Phase One: Alliteration
Purpose: To develop children's understanding of alliteration, where words start with the same letter or sound. This will help them when they start to sound out and spell words later on.
30-50 months: Shows and awareness of alliteration
40-60 months: Hears and says the initial sounds in words.
This is a fun way to explore initial sounds. When I did this activity, I added magnetic letters so that Sophie could match the sound and letter, but don’t worry too much about making sure they recognise the letters at this stage. During Phase One, we want children to be able to hear the sounds. They will learn to match the sounds to the written letter when they start Phase Two in Reception.
Collect two sets of objects that can be buried in sand. Each set of objects must have names beginning with the same initial sound. Try to avoid objects that start with the same letter but a different sound. e.g. sun and shell both start with the letter s but the first sound in sun is 's' whereas the first sound in shell is 'sh' (can you spot the shell in the picture below - I was thinking about the starting letter rather than the starting sound when I collected the objects!)

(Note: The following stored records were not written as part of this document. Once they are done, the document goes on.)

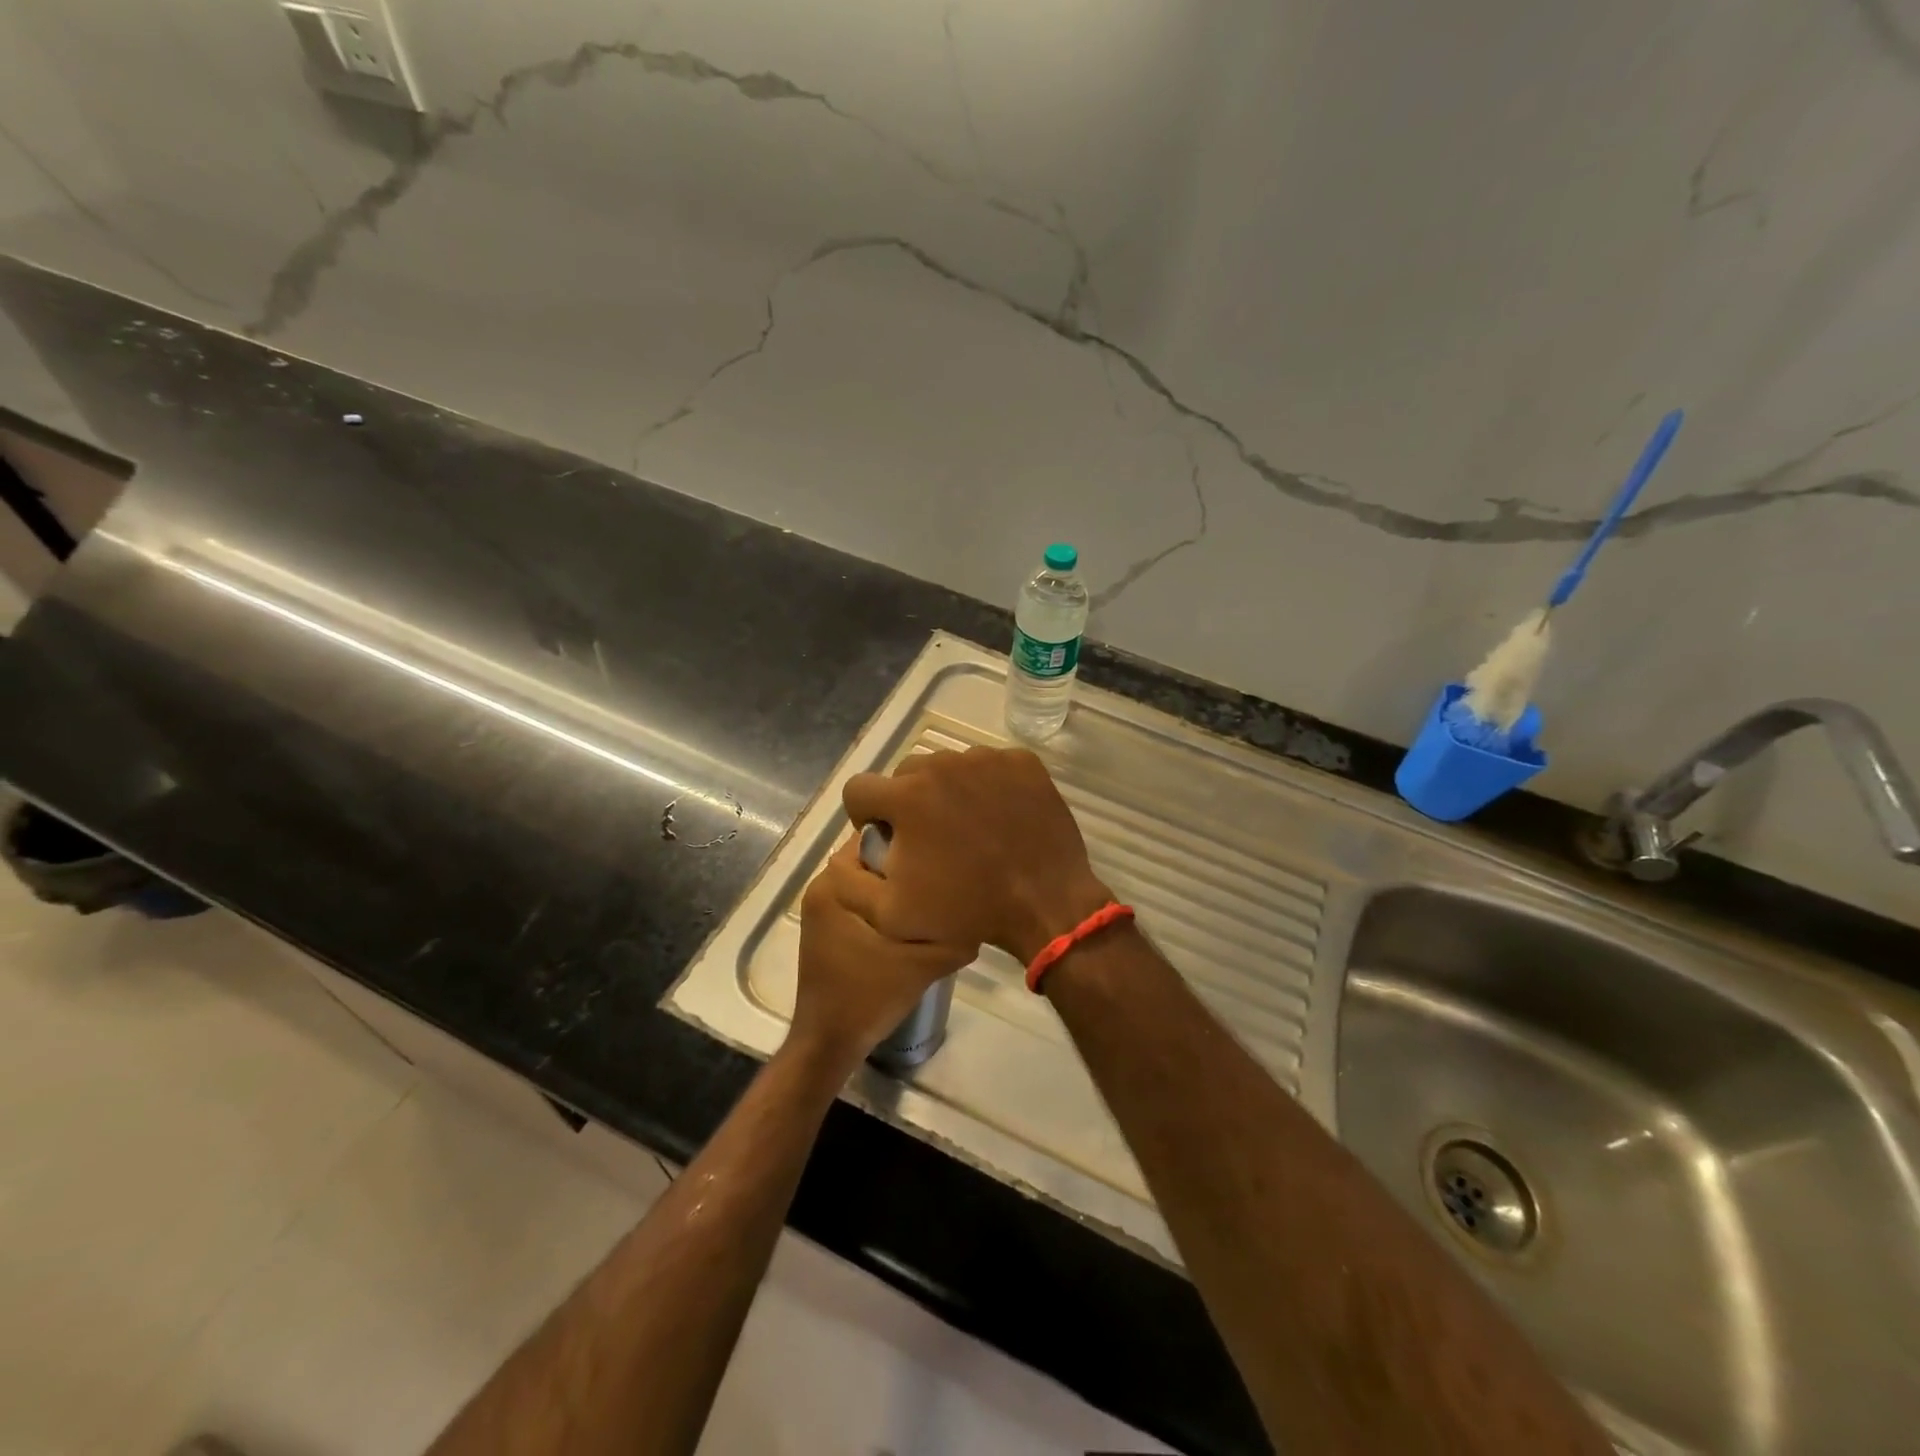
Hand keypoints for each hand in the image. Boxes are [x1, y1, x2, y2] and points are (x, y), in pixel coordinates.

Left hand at [790, 841, 977, 1064]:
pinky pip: (859, 895)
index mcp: (835, 883)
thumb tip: (977, 900)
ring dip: (894, 882)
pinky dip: (883, 899)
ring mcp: (821, 905)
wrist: (830, 1041)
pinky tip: (910, 915)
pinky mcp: (826, 924)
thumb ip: (950, 928)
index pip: (874, 836)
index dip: (910, 839)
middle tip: (943, 871)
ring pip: (867, 876)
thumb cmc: (870, 995)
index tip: (941, 850)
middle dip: (905, 861)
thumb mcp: (923, 961)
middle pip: (871, 855)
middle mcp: (823, 885)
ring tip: (932, 892)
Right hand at [841, 746, 1110, 963]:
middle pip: (904, 775)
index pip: (859, 789)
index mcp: (905, 797)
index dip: (865, 817)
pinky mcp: (1021, 760)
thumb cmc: (966, 910)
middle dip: (906, 802)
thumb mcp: (890, 915)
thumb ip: (850, 883)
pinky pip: (988, 765)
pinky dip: (986, 786)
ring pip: (947, 767)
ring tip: (968, 828)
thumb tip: (842, 854)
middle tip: (931, 838)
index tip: (887, 840)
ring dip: (947, 792)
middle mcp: (942, 765)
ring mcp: (986, 758)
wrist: (1045, 902)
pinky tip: (999, 817)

To make it easier, choose initial sounds that sound very different from one another. You could use sounds that are familiar to them e.g. the first sound in their name and someone else’s name in their family.
Bury the objects in the sand. As your child uncovers the treasure, say the name of the object and identify the initial sound. As they become more confident they can join in.
Group the objects by their initial sound and each time you add another object recite the names of the objects e.g. Wow! You’ve found button. Now we have a biscuit, a brush and a button. You could match the objects to the letter if your child is ready, but there is no expectation to teach them the letters during Phase One.